The Justice Department has quietly retreated from one of the most dramatic allegations the Trump administration used to justify its campaign against Venezuela’s Nicolás Maduro, the claim that he led a formal drug cartel known as the Cartel de los Soles.
In a revised indictment unsealed after Maduro was captured, federal prosecutors dropped language that had previously described the Cartel de los Soles as a real, organized criminal group with Maduro at its head. Instead, the filing recasts the term as a label for a corrupt system, not a cartel in the traditional sense, marking a clear shift from the government’s earlier posture.
The accusation traces back to a 2020 grand jury indictment that portrayed Maduro as the leader of a cocaine-trafficking organization working with armed groups and seeking to push drugs into the United States. That framing later migrated into policy. In July 2025, the Treasury Department designated the Cartel de los Soles as a foreign terrorist organization. In November, Secretary of State Marco Rubio ordered the State Department to do the same.
Experts on Latin American crime have long argued that the term never described a discrete cartel. It originated in Venezuelan media in the 1990s as slang for officials, particularly in the military, who were corrupted by drug money. The revised indictment appears to acknowledge that distinction.

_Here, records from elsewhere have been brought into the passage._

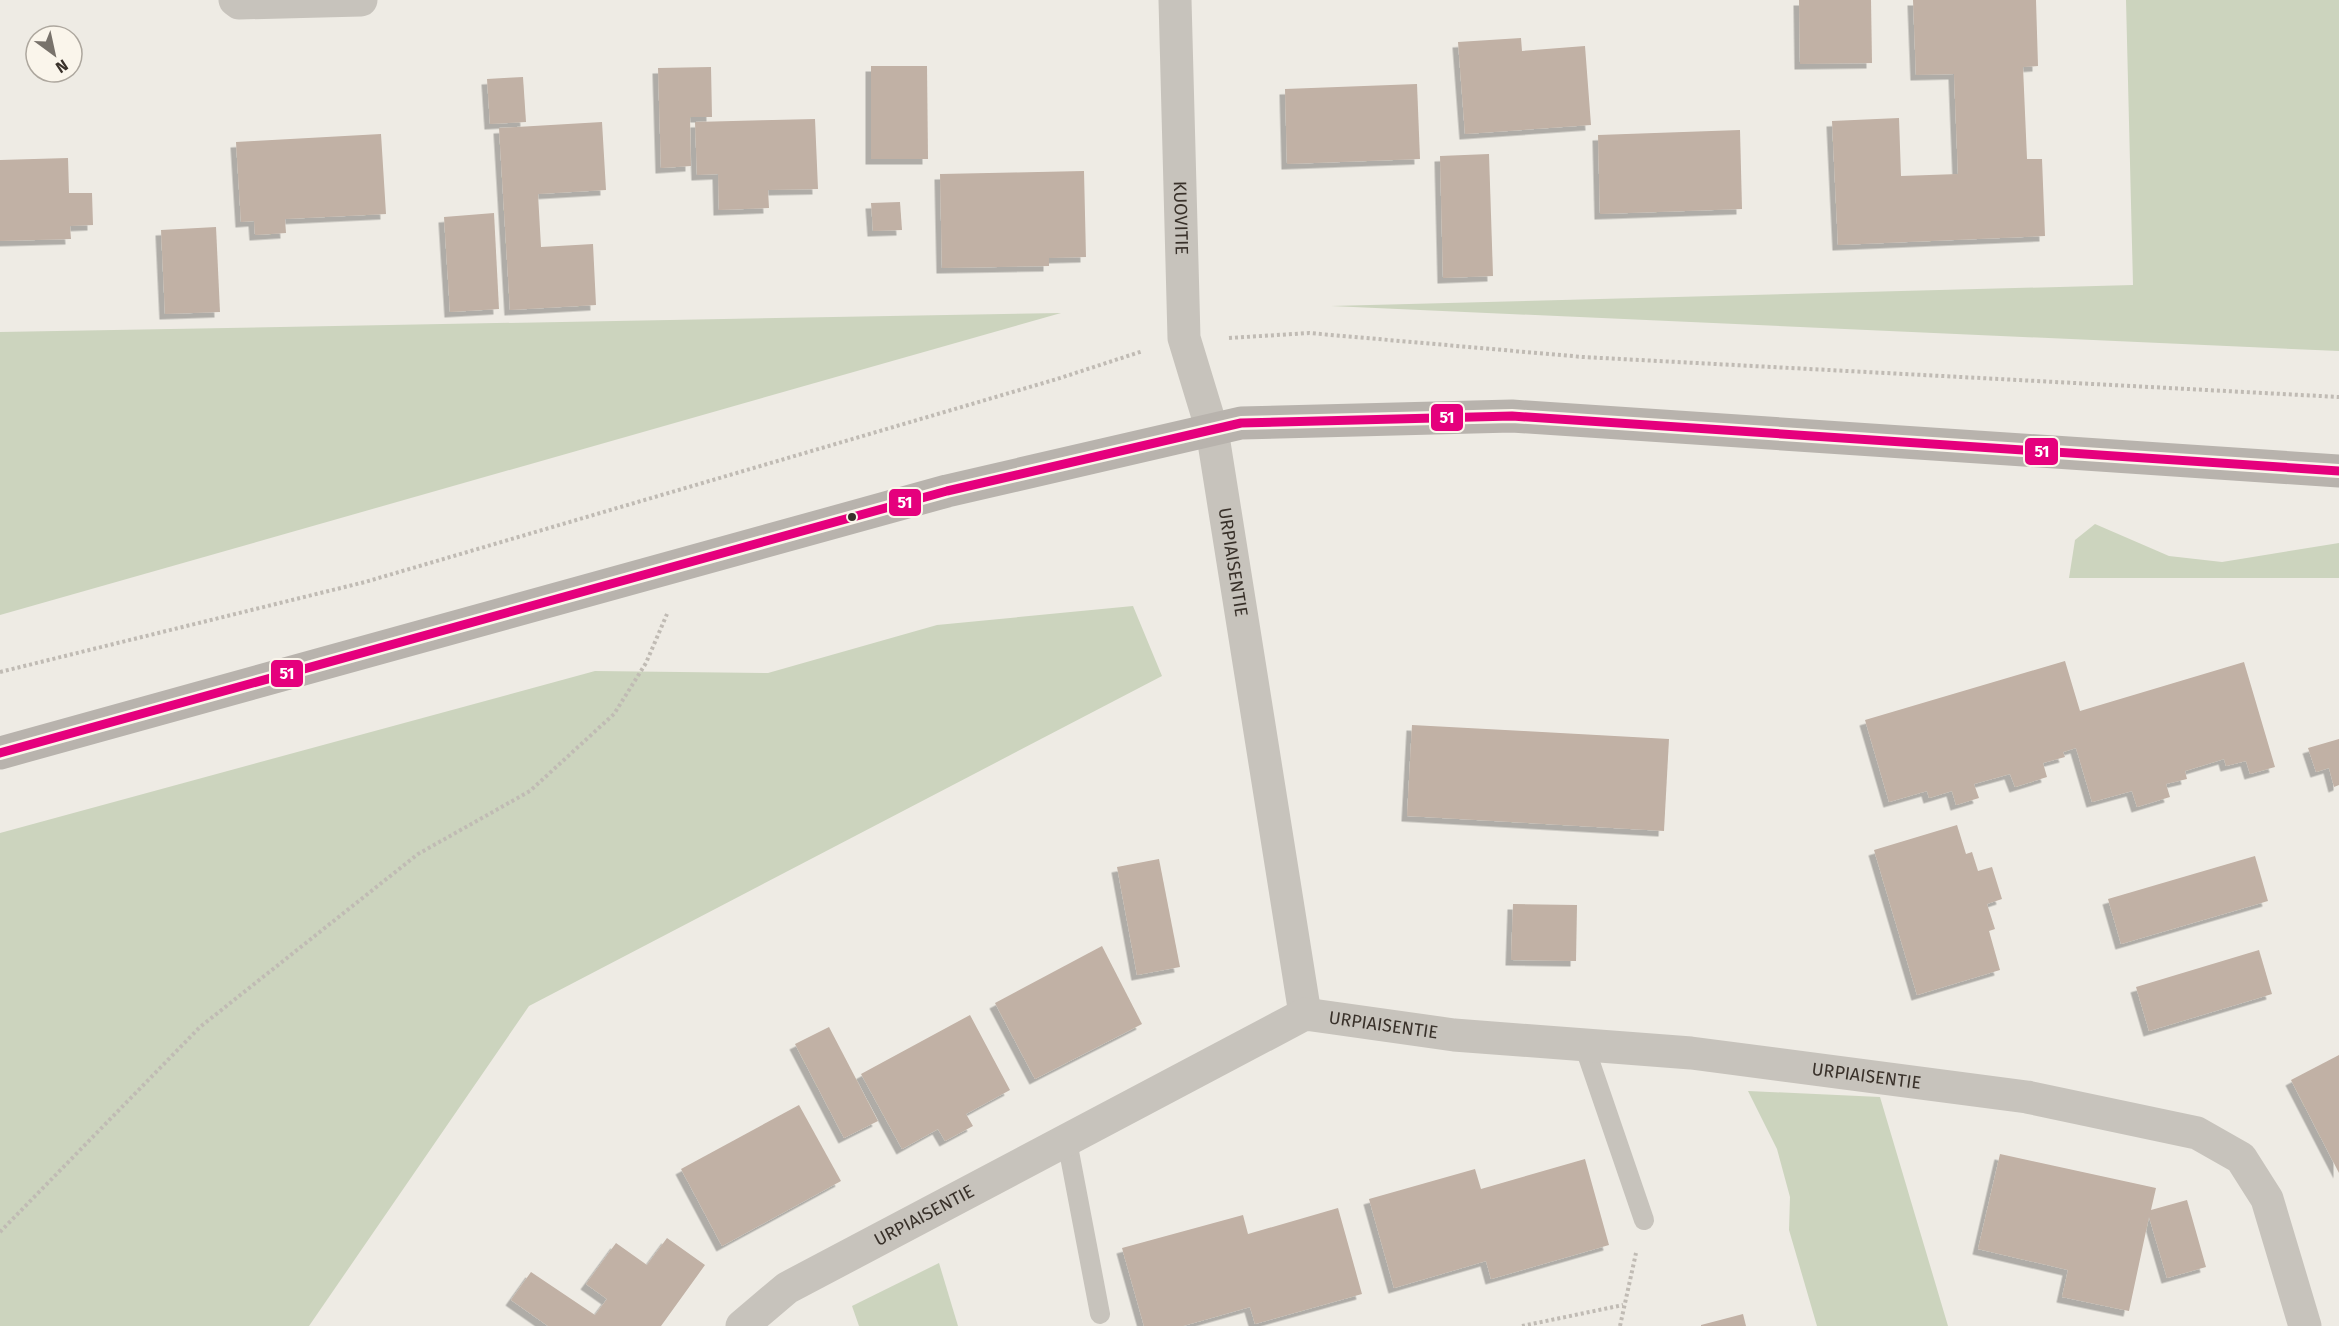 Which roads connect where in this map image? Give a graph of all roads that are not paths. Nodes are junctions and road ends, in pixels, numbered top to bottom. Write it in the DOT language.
graph roads {
  1 [pos="235,0"];
  2 [pos="361,0"];
  3 [pos="1175,0"];
  4 [pos="1212,430"];
  5 [pos="2339,471"];
  6 [pos="0,753"];
  7 [pos="1305,1014"];
  8 [pos="1584,1045"];
  9 [pos="1067,1141"];
  10 [pos="1644,1220"];
  11 [pos="1100,1314"];
  12 [pos="742,1326"];
  13 [pos="2305,1326"];
  1 -- 2 [label="street"];
  3 -- 4 [label="street, KUOVITIE"];
  4 -- 5 [label="street"];
  4 -- 6 [label="street"];
  4 -- 7 [label="street, URPIAISENTIE"];
  7 -- 8 [label="street, URPIAISENTIE"];
  7 -- 9 [label="street, URPIAISENTIE"];
  8 -- 10 [label="lane"];
  8 -- 13 [label="street, URPIAISENTIE"];
  9 -- 11 [label="lane"];
  9 -- 12 [label="street, URPIAISENTIE"];
}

Rather than describing a cartel with leadership and structure, prosecutors now say drug profits “flow to corrupt rank-and-file civilian, military and intelligence officials, who operate in a patronage system run by those at the top, referred to as the Cartel de los Soles or Cartel of the Suns.” The phrase, the indictment explains, refers to the sun insignia worn by senior Venezuelan military officers.
The difference from the earlier filing is striking. Where the 2020 indictment mentioned the Cartel de los Soles 32 times and described Maduro as its leader, the new version refers to it twice and says Maduro, like his predecessor Hugo Chávez, “participated in, perpetuated and protected” the system.

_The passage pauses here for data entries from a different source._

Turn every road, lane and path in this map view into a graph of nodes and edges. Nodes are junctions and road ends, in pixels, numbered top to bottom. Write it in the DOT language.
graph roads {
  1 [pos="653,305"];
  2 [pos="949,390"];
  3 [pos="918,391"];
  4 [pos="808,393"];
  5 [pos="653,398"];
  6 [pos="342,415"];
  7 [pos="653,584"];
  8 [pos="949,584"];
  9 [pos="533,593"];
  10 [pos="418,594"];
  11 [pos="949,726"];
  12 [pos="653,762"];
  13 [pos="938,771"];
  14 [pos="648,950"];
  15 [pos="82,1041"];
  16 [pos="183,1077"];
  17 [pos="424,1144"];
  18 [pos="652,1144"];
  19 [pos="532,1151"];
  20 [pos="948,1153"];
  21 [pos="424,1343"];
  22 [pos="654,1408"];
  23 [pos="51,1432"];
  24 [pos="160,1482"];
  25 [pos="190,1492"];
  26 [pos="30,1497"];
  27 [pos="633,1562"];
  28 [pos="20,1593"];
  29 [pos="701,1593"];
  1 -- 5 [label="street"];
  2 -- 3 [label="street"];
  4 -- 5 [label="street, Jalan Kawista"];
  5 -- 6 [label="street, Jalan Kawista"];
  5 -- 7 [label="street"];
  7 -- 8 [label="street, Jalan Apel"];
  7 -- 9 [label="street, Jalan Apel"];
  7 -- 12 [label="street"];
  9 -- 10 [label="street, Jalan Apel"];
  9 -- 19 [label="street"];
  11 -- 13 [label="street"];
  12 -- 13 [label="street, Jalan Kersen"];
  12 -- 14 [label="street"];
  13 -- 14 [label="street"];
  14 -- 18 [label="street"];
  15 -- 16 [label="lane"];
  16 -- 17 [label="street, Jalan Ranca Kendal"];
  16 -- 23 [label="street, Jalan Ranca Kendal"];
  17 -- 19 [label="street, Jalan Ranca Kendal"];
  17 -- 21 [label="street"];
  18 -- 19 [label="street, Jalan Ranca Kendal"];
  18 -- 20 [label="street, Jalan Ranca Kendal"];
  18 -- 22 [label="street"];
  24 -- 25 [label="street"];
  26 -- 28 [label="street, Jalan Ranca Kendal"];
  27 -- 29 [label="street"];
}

Elizabeth Dickinson, deputy director for Latin America at the International Crisis Group, said the revised description reflects reality in a way the original indictment did not.
“I think the new indictment gets it right, but the designations are still far from reality,” Dickinson said. “Designations don’t have to be proved in court, and that’s the difference. Clearly, they knew they could not prove it in court.”

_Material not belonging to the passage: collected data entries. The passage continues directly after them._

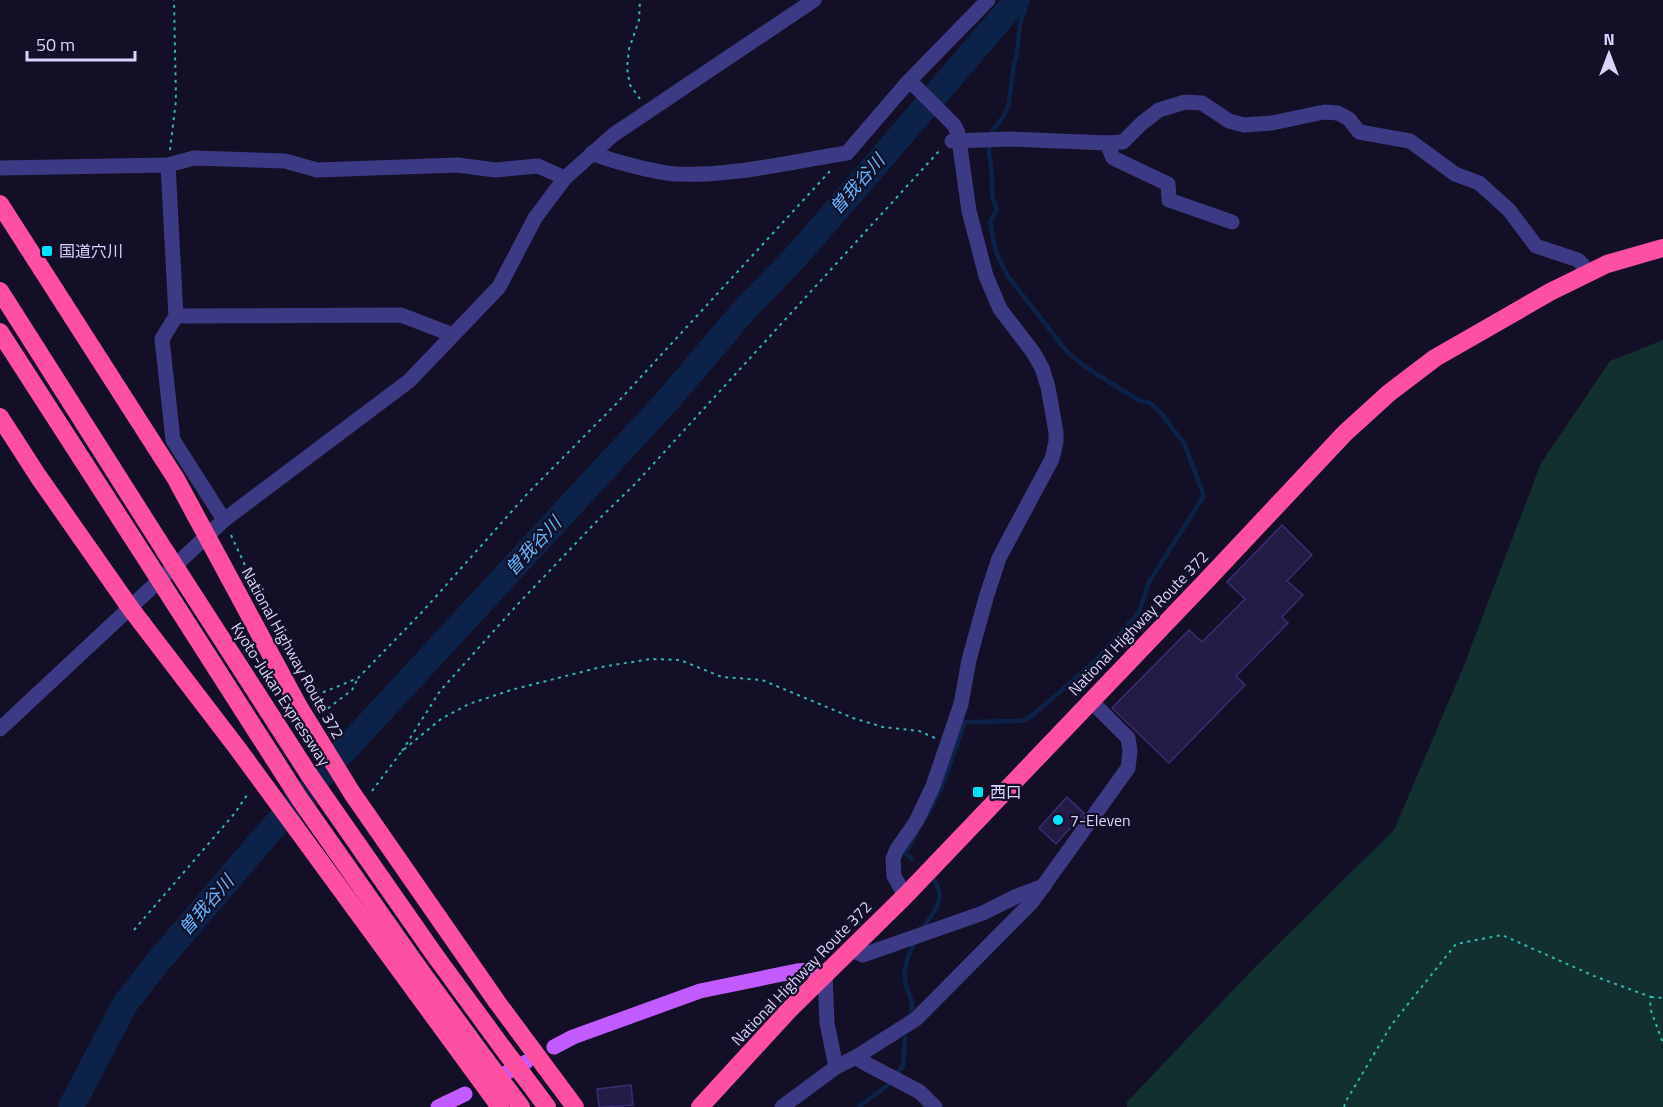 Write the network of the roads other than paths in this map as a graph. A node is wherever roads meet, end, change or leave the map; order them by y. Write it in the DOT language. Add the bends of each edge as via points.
graph roads {
  1 [pos="814,0"];
  2 [pos="988,0"];
  3 [pos="912,85"];
  4 [pos="959,136"];
  5 [pos="1107,142"];
  6 [pos="592,153"];
  7 [pos="168,165"];
  8 [pos="0,168"];
  9 [pos="565,178"];
  10 [pos="0,204"];
  11 [pos="1232,222"];
  12 [pos="1663,248"];
  13 [pos="1587,273"];
  14 [pos="0,291"];
  15 [pos="176,316"];
  16 [pos="0,332"];
  17 [pos="453,335"];
  18 [pos="0,417"];
  19 [pos="224,520"];
  20 [pos="207,536"];
  21 [pos="130,609"];
  22 [pos="1090,700"];
  23 [pos="0,729"];
  24 [pos="1044,886"];
  25 [pos="904,896"];
  26 [pos="849,949"];
  27 [pos="825,974"];
  28 [pos="554,1047"];
  29 [pos="856,1057"];
  30 [pos="526,1062"];
  31 [pos="836,1067"];
  32 [pos="491,1081"];
  33 [pos="465,1094"];
  34 [pos="932,1106"];
  35 [pos="438,1107"];
  36 [pos="500,1107"];
  37 [pos="521,1107"];
  38 [pos="547,1107"];
  39 [pos="575,1107"];
  40 [pos="700,1107"];
  41 [pos="782,1107"];
  1 -- 6 [label="street"];
  2 -- 3 [label="street"];
  3 -- 4 [label="street"];
  3 -- 6 [label="street" via="848,153 712,174 675,174"];
  4 -- 5 [label="street"];
  4 -- 25 [label="street" via="969,212 986,276 1000,309 1042,368 1056,442 1052,459 999,558 969,660 961,704 933,786 893,859 894,876"];
  5 -- 11 [label="street" via="1113,158 1168,184 1169,200"];
  5 -- 13 [label="street" via="1123,142 1159,110 1185,102 1202,103 1229,121 1244,125 1338,113 1359,132 1410,141 1455,174 1479,183 1509,210 1536,246 1578,260"];
  6 -- 9 [label="street"];
  7 -- 8 [label="street"];
  7 -- 9 [label="street" via="194,158 285,161 317,170 458,165 495,170 538,166"];
  7 -- 15 [label="street"];
  9 -- 17 [label="street" via="536,218 499,287"];
  10 -- 20 [label="highway, National Highway Route 372" via="149,437"];
  12 -- 13 [label="highway, National Highway Route 372"];
  13 -- 22 [label="highway, National Highway Route 372" via="1444,352 1389,393"];
  14 -- 38 [label="highway, Kyoto-Jukan Expressway, bridge" via="310,776"];
  15 -- 17 [label="street" via="401,315"];
  15 -- 19 [label="street" via="162,339 173,440"];
  16 -- 37 [label="highway, bridge" via="299,798"];
  17 -- 19 [label="street" via="409,381"];
  18 -- 21 [label="highway"];
  19 -- 20 [label="street"];
  20 -- 21 [label="street"];
  20 -- 39 [label="highway, National Highway Route 372" via="299,707 356,799"];
  21 -- 23 [label="street"];
  21 -- 36 [label="highway" via="238,749"];
  22 -- 24 [label="street" via="1128,738 1128,768"];
  22 -- 25 [label="highway, National Highway Route 372"];
  24 -- 26 [label="street" via="873,952 863,955"];
  24 -- 29 [label="street" via="916,1019"];
  25 -- 26 [label="highway, National Highway Route 372"];
  26 -- 27 [label="highway, National Highway Route 372"];
  27 -- 28 [label="main road" via="809,970 717,986"];
  27 -- 31 [label="street" via="827,1023"];
  27 -- 40 [label="highway, National Highway Route 372"];
  29 -- 31 [label="street"];
  29 -- 34 [label="street" via="920,1092"];
  30 -- 32 [label="main road"];
  31 -- 41 [label="street"];
  33 -- 35 [label="main road"];
}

The Justice Department’s pullback has not been matched across the administration. In a Sunday interview on NBC’s “Meet the Press,” Rubio again described the Cartel de los Soles as an active cartel and called Maduro its leader.
“We will continue to reserve the right to take strikes against drug boats that are bringing drugs toward the United States that are being operated by transnational criminal organizations including the Cartel de los Soles,” Rubio said. “Of course, their leader, the leader of that cartel, is now in U.S. custody and facing U.S. justice in the Southern District of New York. And that’s Nicolás Maduro.”
The label has never appeared in the Drug Enforcement Administration’s annual National Drug Threat Assessment, nor in the United Nations Office on Drugs and Crime’s World Drug Report, two of the most comprehensive surveys of global trafficking networks.
The revised indictment also adds the leader of the Venezuelan prison gang Tren de Aragua as a defendant, casting him as a co-conspirator with Maduro. The alleged link is limited to phone calls in which the gang leader offered protection services for drug shipments moving through Venezuela.
Jeremy McDermott, a co-founder of the crime and security think tank InSight Crime, said that inclusion mirrors political rhetoric more than operational reality.
“It reflects President Trump’s rhetoric,” McDermott said, adding that his organization’s research shows the gang does not control major cocaine shipments.